--- RAW DATA ---

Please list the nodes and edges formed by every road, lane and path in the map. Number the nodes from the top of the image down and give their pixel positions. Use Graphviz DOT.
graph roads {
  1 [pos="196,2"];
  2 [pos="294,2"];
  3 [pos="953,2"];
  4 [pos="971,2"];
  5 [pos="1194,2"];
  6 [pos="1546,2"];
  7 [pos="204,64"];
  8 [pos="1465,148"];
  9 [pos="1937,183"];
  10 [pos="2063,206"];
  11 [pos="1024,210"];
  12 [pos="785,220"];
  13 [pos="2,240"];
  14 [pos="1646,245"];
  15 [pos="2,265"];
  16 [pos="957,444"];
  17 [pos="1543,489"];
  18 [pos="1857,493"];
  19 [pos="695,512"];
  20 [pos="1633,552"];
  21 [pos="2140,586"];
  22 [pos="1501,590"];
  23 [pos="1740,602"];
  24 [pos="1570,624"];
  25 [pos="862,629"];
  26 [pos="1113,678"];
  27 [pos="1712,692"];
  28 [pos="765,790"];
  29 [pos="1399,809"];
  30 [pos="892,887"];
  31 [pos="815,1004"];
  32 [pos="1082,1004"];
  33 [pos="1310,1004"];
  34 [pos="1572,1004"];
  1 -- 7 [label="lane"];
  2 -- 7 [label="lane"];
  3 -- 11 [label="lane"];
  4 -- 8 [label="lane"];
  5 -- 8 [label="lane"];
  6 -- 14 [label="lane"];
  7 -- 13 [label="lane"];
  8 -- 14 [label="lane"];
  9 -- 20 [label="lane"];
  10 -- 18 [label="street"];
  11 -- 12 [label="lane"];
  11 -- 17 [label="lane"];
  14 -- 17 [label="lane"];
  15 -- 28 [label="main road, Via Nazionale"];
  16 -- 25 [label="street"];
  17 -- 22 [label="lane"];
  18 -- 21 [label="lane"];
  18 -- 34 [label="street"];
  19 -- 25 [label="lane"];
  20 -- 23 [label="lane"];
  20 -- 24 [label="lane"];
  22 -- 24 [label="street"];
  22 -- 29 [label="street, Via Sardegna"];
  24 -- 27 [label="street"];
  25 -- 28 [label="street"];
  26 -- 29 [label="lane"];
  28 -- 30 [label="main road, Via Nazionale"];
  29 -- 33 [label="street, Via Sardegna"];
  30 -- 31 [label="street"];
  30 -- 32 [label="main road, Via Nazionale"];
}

---

> BRIEF: Set the whole listing down again, unchanged.

> RESULT OF THIS TASK:
Please list the nodes and edges formed by every road, lane and path in the map. Number the nodes from the top of the image down and give their pixel positions. Use Graphviz DOT.
graph roads {
  1 [pos="196,2"];
  2 [pos="294,2"];
  3 [pos="953,2"];
  4 [pos="971,2"];
  5 [pos="1194,2"];
  6 [pos="1546,2"];
  7 [pos="204,64"];
  8 [pos="1465,148"];
  9 [pos="1937,183"];
  10 [pos="2063,206"];
  11 [pos="1024,210"];
  12 [pos="785,220"];
  13 [pos="2,240"];
  14 [pos="1646,245"];
  15 [pos="2,265"];
  16 [pos="957,444"];
  17 [pos="1543,489"];
  18 [pos="1857,493"];
  19 [pos="695,512"];
  20 [pos="1633,552"];
  21 [pos="2140,586"];
  22 [pos="1501,590"];
  23 [pos="1740,602"];
  24 [pos="1570,624"];
  25 [pos="862,629"];
  26 [pos="1113,678"];
  27 [pos="1712,692"];
  28 [pos="765,790"];
  29 [pos="1399,809"];
  30 [pos="892,887"];
  31 [pos="815,1004"];
  32 [pos="1082,1004"];
  33 [pos="1310,1004"];
  34 [pos="1572,1004"];
  1 -- 7 [label="lane"];
  2 -- 7 [label="lane"];
  3 -- 11 [label="lane"];
  4 -- 8 [label="lane"];
  5 -- 8 [label="lane"];
  6 -- 14 [label="lane"];
  7 -- 13 [label="lane"];
  8 -- 14 [label="lane"];
  9 -- 20 [label="lane"];
  10 -- 18 [label="street"];
  11 -- 12 [label="lane"];
  11 -- 17 [label="lane"];
  14 -- 17 [label="lane"];
  15 -- 28 [label="main road, Via Nazionale"];
  16 -- 25 [label="street"];
  17 -- 22 [label="lane"];
  18 -- 21 [label="lane"];
  18 -- 34 [label="street"];
  19 -- 25 [label="lane"];
  20 -- 23 [label="lane"];
  20 -- 24 [label="lane"];
  22 -- 24 [label="street"];
  22 -- 29 [label="street, Via Sardegna"];
  24 -- 27 [label="street"];
  25 -- 28 [label="street"];
  26 -- 29 [label="lane"];
  28 -- 30 [label="main road, Via Nazionale"];
  29 -- 33 [label="street, Via Sardegna"];
  30 -- 31 [label="street"];
  30 -- 32 [label="main road, Via Nazionale"];
}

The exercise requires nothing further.